Fitness-Exercise #7: squats with elevated heels

A good variant of the classic squats! This is simply a location, for example a book, under the heels and then squat. The hands you can lift like in the side of the hips. Important: the torso and back remain at the Exercise completely upright and straight.

beginners do 25 reps, Advanced 50 to 70.

Fitness-Exercise #8: calf raise

The book you can leave for the next Exercise right there, right now the toes on it but. Hold on tight for a better balance in a chair. The feet are parallel and only a few inches apart. Now the heels toward the floor and then back up until you are on tiptoe.

beginners do 25 reps, Advanced 50.

Fitness-Exercise #9: pull-UPS Chin-ups

for This, you need a chin-up bar. (For more on self-mounted chin-up bar you can read here) Arnie recommends first, a tight grip, that means that the hands are about 30 inches apart. Then the classic pull-up With straight arms to the bar, hang, then pull yourself up until the chin over the bar is before you can back down. Pull-UPS are a super effective Exercise for the biceps. But: don’t cheat – always the complete sequence of movements to perform!

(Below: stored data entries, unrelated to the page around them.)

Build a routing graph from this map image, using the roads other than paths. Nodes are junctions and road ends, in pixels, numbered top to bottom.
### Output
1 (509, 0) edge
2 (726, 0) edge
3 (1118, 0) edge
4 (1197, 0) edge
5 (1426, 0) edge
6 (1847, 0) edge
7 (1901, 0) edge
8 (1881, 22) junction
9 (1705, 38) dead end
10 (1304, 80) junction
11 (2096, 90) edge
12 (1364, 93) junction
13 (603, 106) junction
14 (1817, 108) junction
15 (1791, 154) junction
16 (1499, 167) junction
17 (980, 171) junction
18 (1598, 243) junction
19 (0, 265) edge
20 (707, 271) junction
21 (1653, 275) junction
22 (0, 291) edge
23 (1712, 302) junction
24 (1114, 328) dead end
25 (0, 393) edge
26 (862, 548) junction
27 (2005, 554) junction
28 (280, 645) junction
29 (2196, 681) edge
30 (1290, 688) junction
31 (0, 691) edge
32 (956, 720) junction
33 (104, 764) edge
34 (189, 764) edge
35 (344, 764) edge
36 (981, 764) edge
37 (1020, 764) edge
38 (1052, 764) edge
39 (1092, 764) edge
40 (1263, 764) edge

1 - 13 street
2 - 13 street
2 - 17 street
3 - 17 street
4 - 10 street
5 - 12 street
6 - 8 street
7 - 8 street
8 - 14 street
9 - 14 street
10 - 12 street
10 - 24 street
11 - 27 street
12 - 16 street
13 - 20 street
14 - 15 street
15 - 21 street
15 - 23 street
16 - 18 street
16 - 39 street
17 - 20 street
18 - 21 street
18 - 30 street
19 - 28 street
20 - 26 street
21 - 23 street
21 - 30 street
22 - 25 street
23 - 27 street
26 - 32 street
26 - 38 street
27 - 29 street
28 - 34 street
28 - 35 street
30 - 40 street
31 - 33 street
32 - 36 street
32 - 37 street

10 reps for beginners, 30 reps for Advanced.

To the completion of a light Cardio workout, don’t forget to bring the pulse back on top again. For example, Jogging (read here all about Jogging in these times of Corona) – and the else-Not even in your home on the spot.

This article was written by (Cordula spark)

*The contribution of “home to stay fit: The Fitness Plan, Arnold Schwarzenegger” will be released by GQ. Contact with the executives here.